The Black Lizard Big Book of Black Mask Stories (Vintage Crime/Black Lizard Original)
Page 194
“He’ll put up a fight, I tell you.”
Wood’s voice shaded off into a near-whimper.
“Take no chances with him,” directed Courtnay. “If he doesn’t give up at once, well—” He finished with a gesture of his tan hand.
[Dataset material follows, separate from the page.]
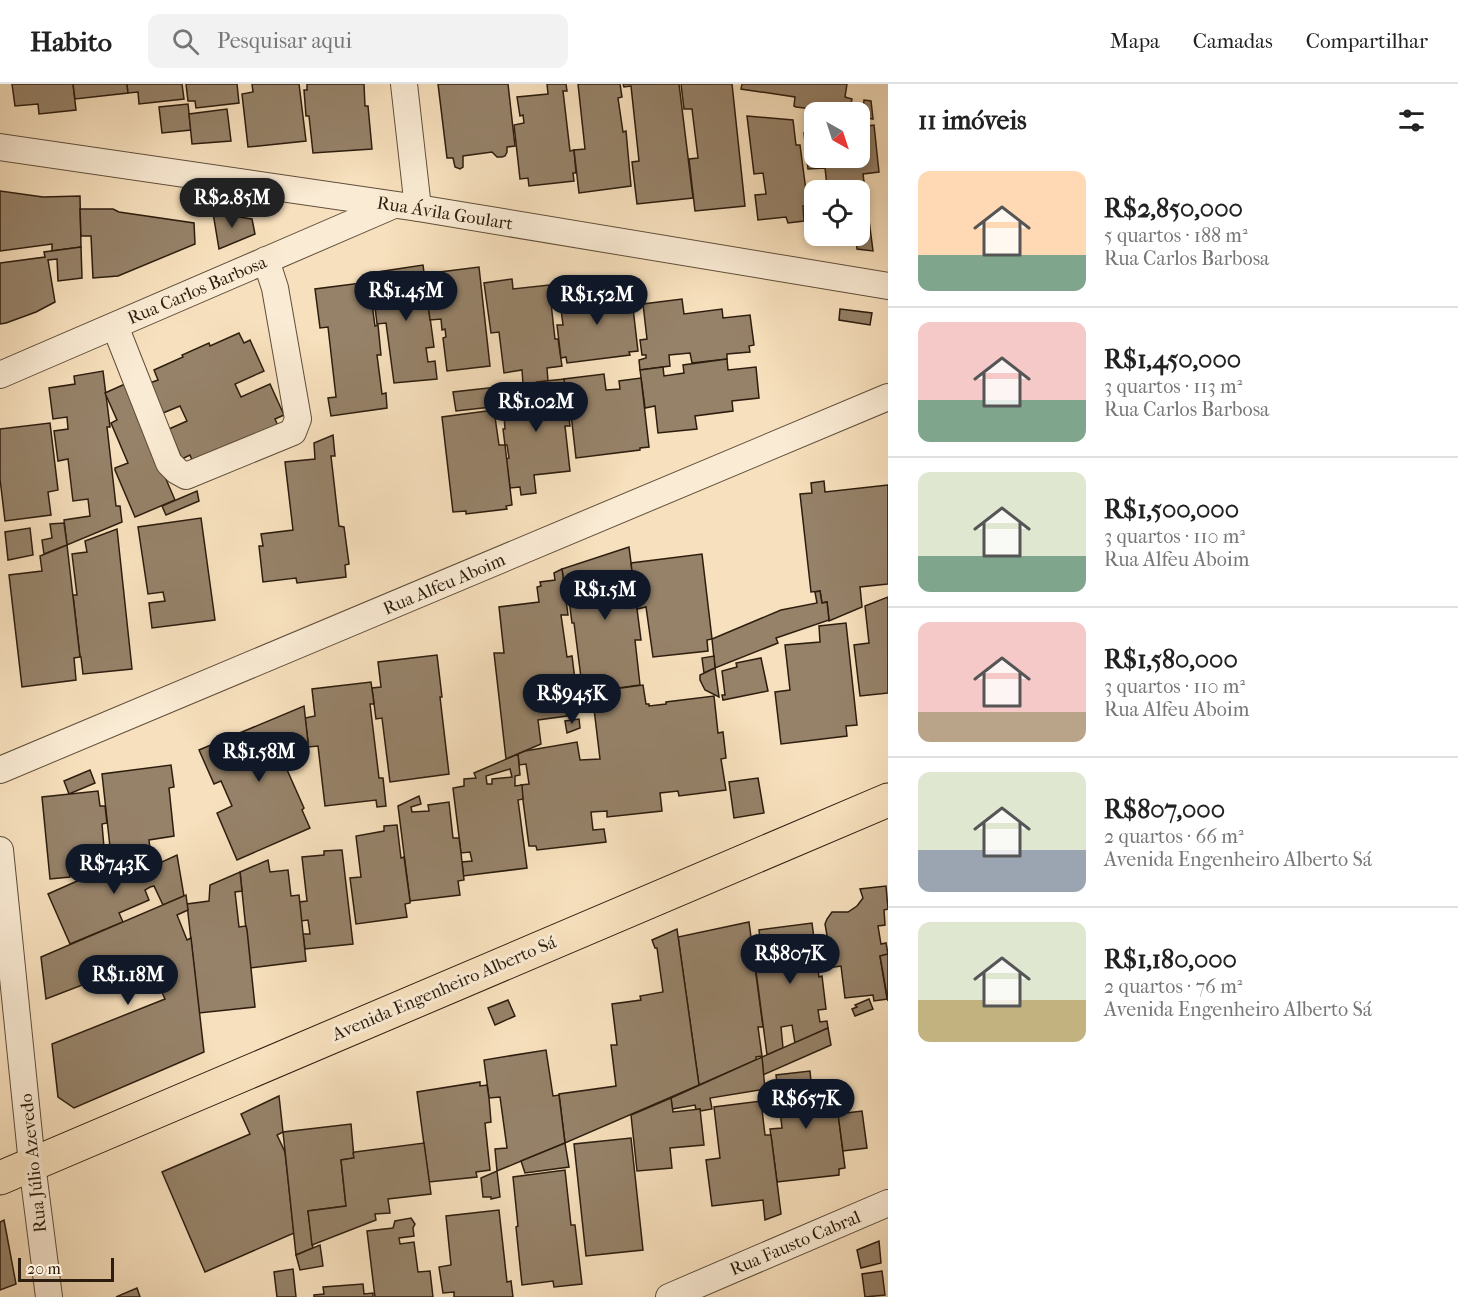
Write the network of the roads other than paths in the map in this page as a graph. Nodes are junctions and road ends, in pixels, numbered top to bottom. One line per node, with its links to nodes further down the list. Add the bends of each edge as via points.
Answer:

They understood; into the darkness moved the men; their tread was determined.
III
When they had gone, Cater Courtnay poured himself a leisurely drink from the carafe on the venerable sideboard. There was no hurry; his house was not far from the cross-roads where they were to meet. He sat down in an easy chair and examined his pistol minutely; it was loaded, oiled, ready. Idly his glance roved along the row of paintings on the walls, men in uniform, mostly, with the lean, serious faces of the Courtnay breed. A thought struck him. He rang a bell, and presently an ancient negress, her eyebrows like tufts of cotton, her manner the respectfully familiar manner of the old and trusted retainer, came into the room.
“Mammy Stella?”
“Yes, Mr. Cater—”
“Isn’t there up in the attic somewhere an old trunk that belonged to my grandfather, Colonel Courtnay?”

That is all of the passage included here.